Oberbaum Bridge (Oberbaumbrücke)

Located between the neighborhoods of Friedrichshain and Kreuzberg in Berlin, the Oberbaum Bridge connects the once divided city which was known as East and West Berlin over the river Spree. The U-Bahn line U1 runs over this bridge, and the bridge itself can be walked across. It is considered an important symbol of the unity of Berlin.

Fernsehturm (TV Tower)

Located near Alexanderplatz in Berlin, the television tower is a famous landmark in Berlin and can be seen from various points throughout the city. The tower itself is 368 Meyers tall, and houses a restaurant near the top. Lines can get quite long so advanced ticket purchase is a smart idea, and the views from the top of Berlin are simply stunning. This is a great idea if you have some extra time on your hands, as the whole experience can be quite time-consuming.

Sachsenhausen Concentration Camp (Str. der Nationen 22, 16515 Oranienburg)

Located outside of the city of Berlin in Oranienburg, Sachsenhausen is easily reached by the S Bahn. This particular camp was used during the Second World War under the Nazi regime to house political prisoners of war. If you have about half a day of time and have never visited a concentration camp before, I would strongly recommend visiting Sachsenhausen.Walking through the camp can be a bit eerie and sad, but it is important to be reminded of the events that occurred there not so long ago.

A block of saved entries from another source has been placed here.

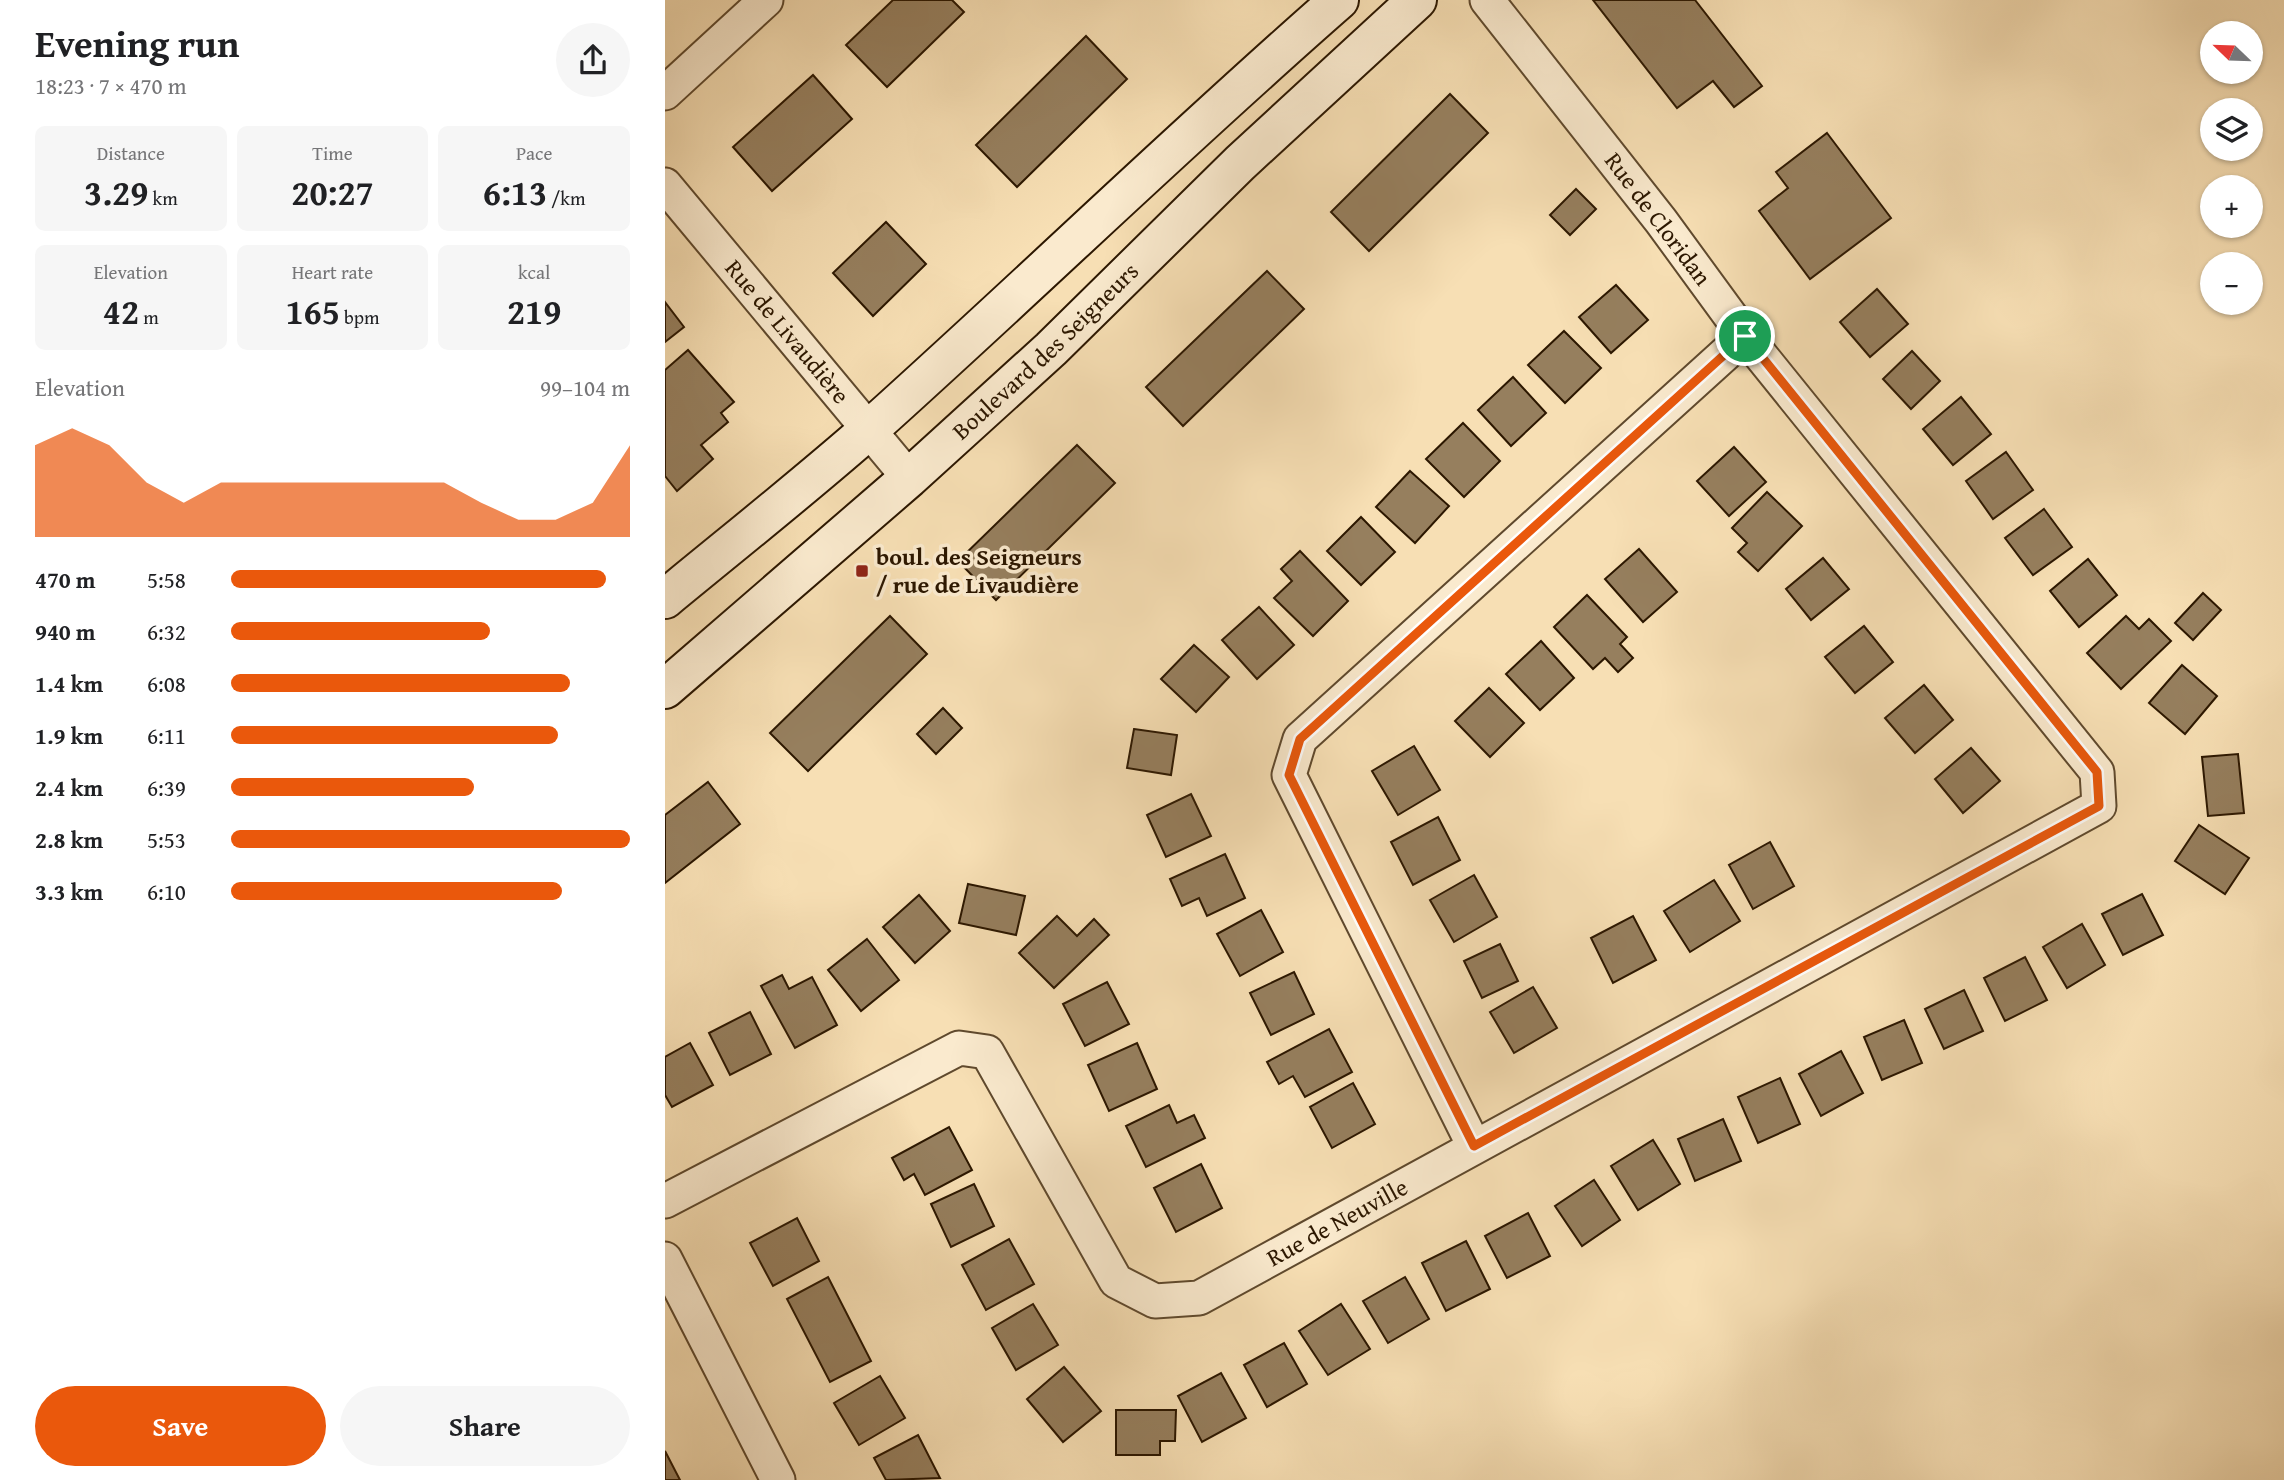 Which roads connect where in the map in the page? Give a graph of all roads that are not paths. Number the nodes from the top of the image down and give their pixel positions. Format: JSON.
{"nodes":[{"id":1,"x":766,"y":0,"type":"edge"},
{"id":2,"x":1339,"y":0,"type":"edge"},
{"id":3,"x":1417,"y":0,"type":"edge"},
{"id":4,"x":1487,"y":0,"type":"edge"},
{"id":5,"x":665,"y":93,"type":"edge"},
{"id":6,"x":665,"y":185,"type":"edge"},
{"id":7,"x":1745,"y":336,"type":"junction"},
{"id":8,"x":870,"y":428,"type":"junction"},
{"id":9,"x":909,"y":478,"type":"junction"},
{"id":10,"x":665,"y":599,"type":"edge"},
{"id":11,"x":665,"y":689,"type":"edge"},
{"id":12,"x":2099,"y":806,"type":"joint"},
{"id":13,"x":1474,"y":1146,"type":"junction"},
{"id":14,"x":665,"y":1201,"type":"edge"},
{"id":15,"x":665,"y":1259,"type":"edge"},
{"id":16,"x":778,"y":1480,"type":"edge"}],
"edges":[{"from":1,"to":5,"type":"street"},
{"from":2,"to":8,"type":"street"},
{"from":3,"to":9,"type":"street","name":"Boulevard des Seigneurs"},
{"from":4,"to":7,"type":"street","name":"Rue de Cloridan"},
{"from":6,"to":8,"type":"street","name":"Rue de Livaudière"},
{"from":7,"to":12,"type":"street","name":"Rue de Cloridan"},
{"from":7,"to":13,"type":"street"},
{"from":8,"to":9,"type":"street","name":"Rue de Livaudière"},
{"from":8,"to":10,"type":"street"},
{"from":9,"to":11,"type":"street","name":"Boulevard des Seigneurs"},
{"from":12,"to":13,"type":"street","name":"Rue de Neuville"},
{"from":13,"to":14,"type":"street","name":"Rue de Neuville"},
{"from":15,"to":16,"type":"street"}]}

Berghain (Am Wriezener Bahnhof, 10243)

Often regarded as one of the best nightclubs in the world, Berghain is located between the border of Kreuzberg and Friedrichshain, which is how its name was developed. Berghain us definitely an experience to new and returning visitors alike, and the music is some of the bes you'll find in Germany. However the doormen controls who gets to enter or not, and there is no rhyme or reason to why you may be allowed or denied access into this nightclub. Popular tricks include wearing all black, tight black skinny jeans, having a backpack with you (to show you are there to seriously party for a while), not speaking while waiting on-line, and not using your cellphone either. Photography is strictly prohibited inside the club. For more information on what you should do to get into Berghain try researching past visitors reviews online.
  • Tip: Check online to see the DJ schedule because the doorman just might ask you who is playing that night that you are here to see.
  • Tip #2: just pay the cover once and you are all set for the weekend. You may come in and out as you please, provided you don't wash that stamp off of your wrist.
  • Tip #3: Sunday morning around 4AM is when things really heat up. Perhaps the best time to go, even surpassing Friday & Saturday nights.
  • Tip #4: Feeling tired from parting for so long? Order some snacks or a Club Mate at the bar.

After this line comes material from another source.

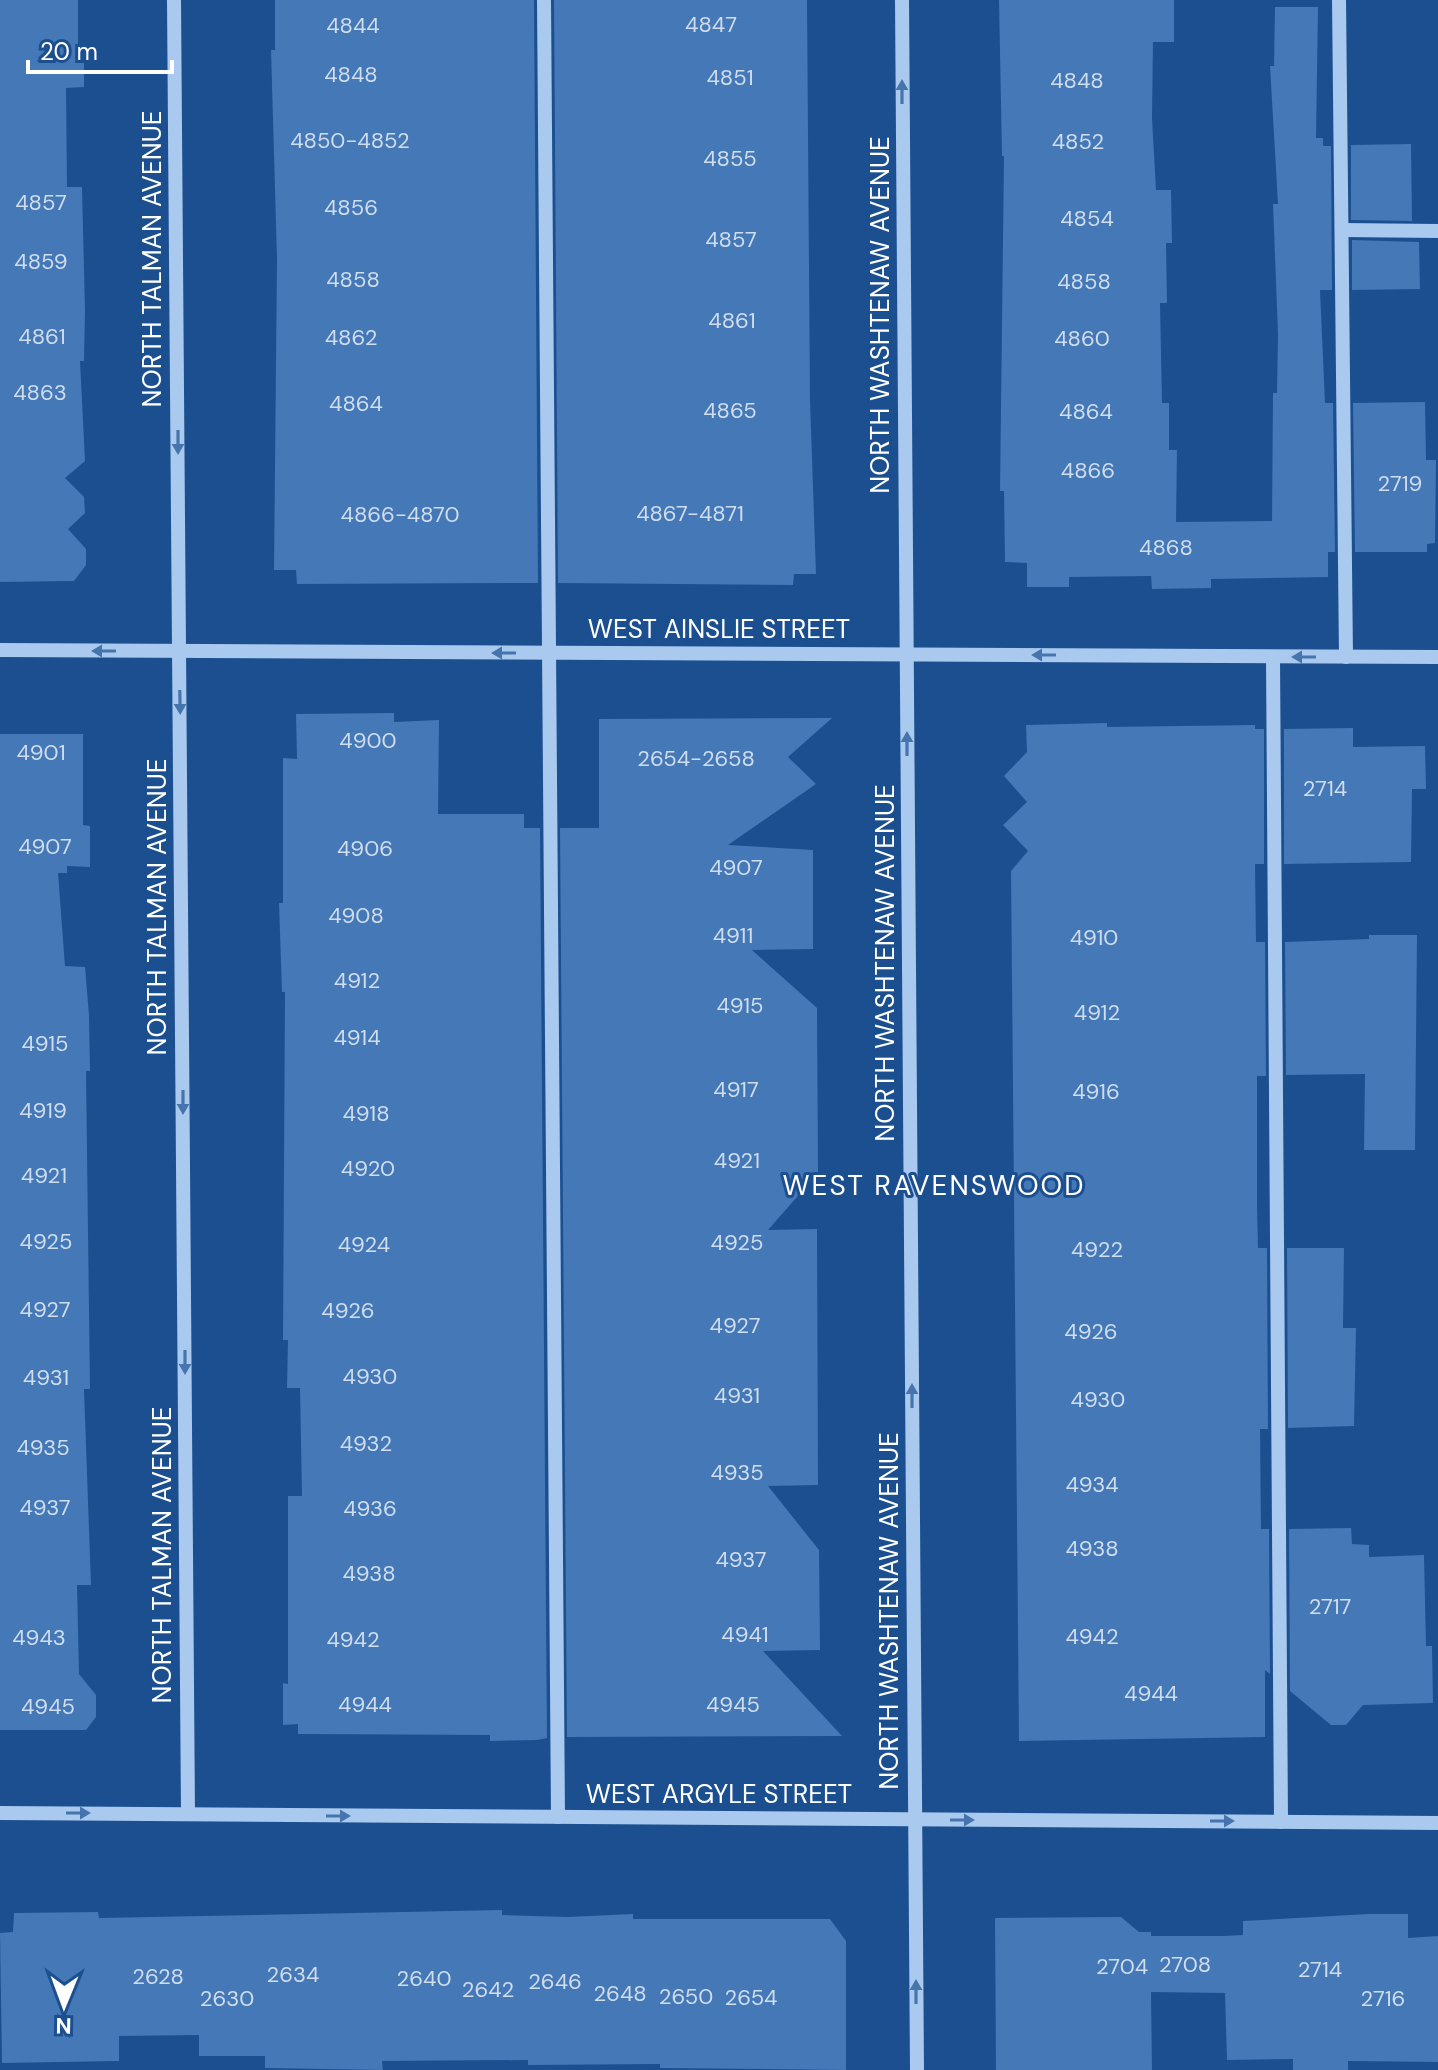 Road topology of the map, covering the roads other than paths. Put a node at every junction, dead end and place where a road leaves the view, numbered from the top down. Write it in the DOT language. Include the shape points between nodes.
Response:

Watergate (Falckensteinstraße 49, 10997)

Located riverside near the Oberbaum Bridge, this club features beautiful views of the river Spree with floor-to-ceiling windows, and an outdoor terrace. Catch some of the best DJ's spinning here, especially from local BPitch Control records. Dress code is classical like most Berlin clubs, however do keep in mind the doorman here is quite selective of whom he lets in as well. You may hear that Watergate is "closed for a private party," or "there are too many boys inside." You can simply leave and try a different nightclub, or leave and try coming back later.

KitKat Club (Köpenicker Str. 76, 10179)

Perhaps one of the most interesting nights out you'll ever have, KitKat Club mixes prominent Techno and Trance music with kinky, fetish fashion. As usual in Berlin, the nightclubs dress code is recommended as casual fetish, with many portraying looks that include anything from leather to jock straps to full-on nudity. Sexual intercourse is accepted throughout the venues various rooms, and toys such as slings and poles are located inside. It's best that you come with an open mind, and you'll truly have an experience like no other.